Alors que l’administration actuelle procède à un nettoyage des archives publiques américaines, des experts, soutenus par des volontaires, s’engagent à préserver des milliers de pages web et des sites gouvernementaux cruciaux. Ces travaux portent notamment sur des thématiques essentielles telles que le changement climatique, la santé ou les droits des LGBTQ. Face à la suppression et à la modification de données significatives dans ces domaines, des initiatives d’archivage se déploient pour garantir la pérennité de ces ressources face aux nouvelles restrictions imposées.
Alors que l’administration de Donald Trump effectue une purge des archives publiques, un groupe d’experts et de bénévoles se mobilise pour préserver des milliers de pages web et de sites gouvernementaux consacrés à des thématiques essentielles comme le changement climatique, la santé ou les droits LGBTQ. Cette initiative vise à protéger des données et ressources vitales face à des modifications ou suppressions massives.
Des suppressions inquiétantes de données
Depuis le début de l’année, divers domaines de données, y compris des ressources sur la prévention et le soin du SIDA, des enregistrements climatiques, ainsi que des références aux minorités ethniques et de genre, ont été soit modifiés soit complètement effacés. Plus de 3 000 pages du site des Centers for Disease Control and Prevention et plus de 1 000 pages du site du département de la Justice ont été supprimées, comme l’a signalé Paul Schroeder, président du Council of Professional Associations on Federal Statistics.
Des sites disparus
Certaines plateformes ont complètement disparu, notamment celle de l’agence de développement américain USAID, alors que le soutien financier de l’État pour les pays pauvres se réduit considérablement. La page du National Children’s Health Survey affiche un message d’erreur « 404 », témoignant de la disparition de ces données cruciales.
La mise sous silence des termes sensibles
Il a été rapporté que les agences fédérales doivent désormais éviter des termes sensibles tels que « femme », « handicap », « racisme », « crise climatique » et « pollution » dans leurs communications. Cette restriction linguistique vise à éradiquer toute mention d’initiatives liées à la justice environnementale des sites gouvernementaux.
Un changement rapide et étendu
Les actions entreprises par cette administration se sont révélées plus rapides et plus vastes que celles de la précédente administration Trump.
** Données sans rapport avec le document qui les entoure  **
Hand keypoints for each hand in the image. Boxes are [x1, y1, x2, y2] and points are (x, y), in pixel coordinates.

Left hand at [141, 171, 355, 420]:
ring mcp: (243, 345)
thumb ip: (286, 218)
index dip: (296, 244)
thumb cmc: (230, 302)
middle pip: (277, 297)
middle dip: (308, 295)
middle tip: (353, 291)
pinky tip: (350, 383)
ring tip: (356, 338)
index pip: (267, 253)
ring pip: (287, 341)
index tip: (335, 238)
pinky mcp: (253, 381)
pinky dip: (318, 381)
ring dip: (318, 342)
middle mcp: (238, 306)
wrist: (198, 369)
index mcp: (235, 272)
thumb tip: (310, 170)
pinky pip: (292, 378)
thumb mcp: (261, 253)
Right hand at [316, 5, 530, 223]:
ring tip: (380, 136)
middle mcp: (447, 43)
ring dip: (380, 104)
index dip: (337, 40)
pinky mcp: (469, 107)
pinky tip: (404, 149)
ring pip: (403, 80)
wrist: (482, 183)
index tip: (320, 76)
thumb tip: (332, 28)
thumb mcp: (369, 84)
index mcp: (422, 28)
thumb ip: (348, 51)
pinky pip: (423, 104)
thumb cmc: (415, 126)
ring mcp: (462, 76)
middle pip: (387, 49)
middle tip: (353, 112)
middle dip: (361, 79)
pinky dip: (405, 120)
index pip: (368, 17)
Eric Nost, géographe à l’Université de Guelph au Canada et membre de l’Environmental Data and Governance Initiative (EDGI), souligne l’importance de cette préservation des données dans un contexte où la transparence des informations est compromise.
Les efforts des archivistes
Face à ces menaces, les initiatives d’archivage se sont multipliées. EDGI, un consortium d’académiques et de bénévoles, a vu le jour pour protéger les données publiques liées au climat et à l’environnement depuis l’élection de Trump en 2016. Des outils comme la WayBack Machine de l’Internet Archive et Perma.cc, développés par le Library Innovation Lab de Harvard, permettent de conserver des pages web même si celles-ci disparaissent ou sont modifiées par la suite.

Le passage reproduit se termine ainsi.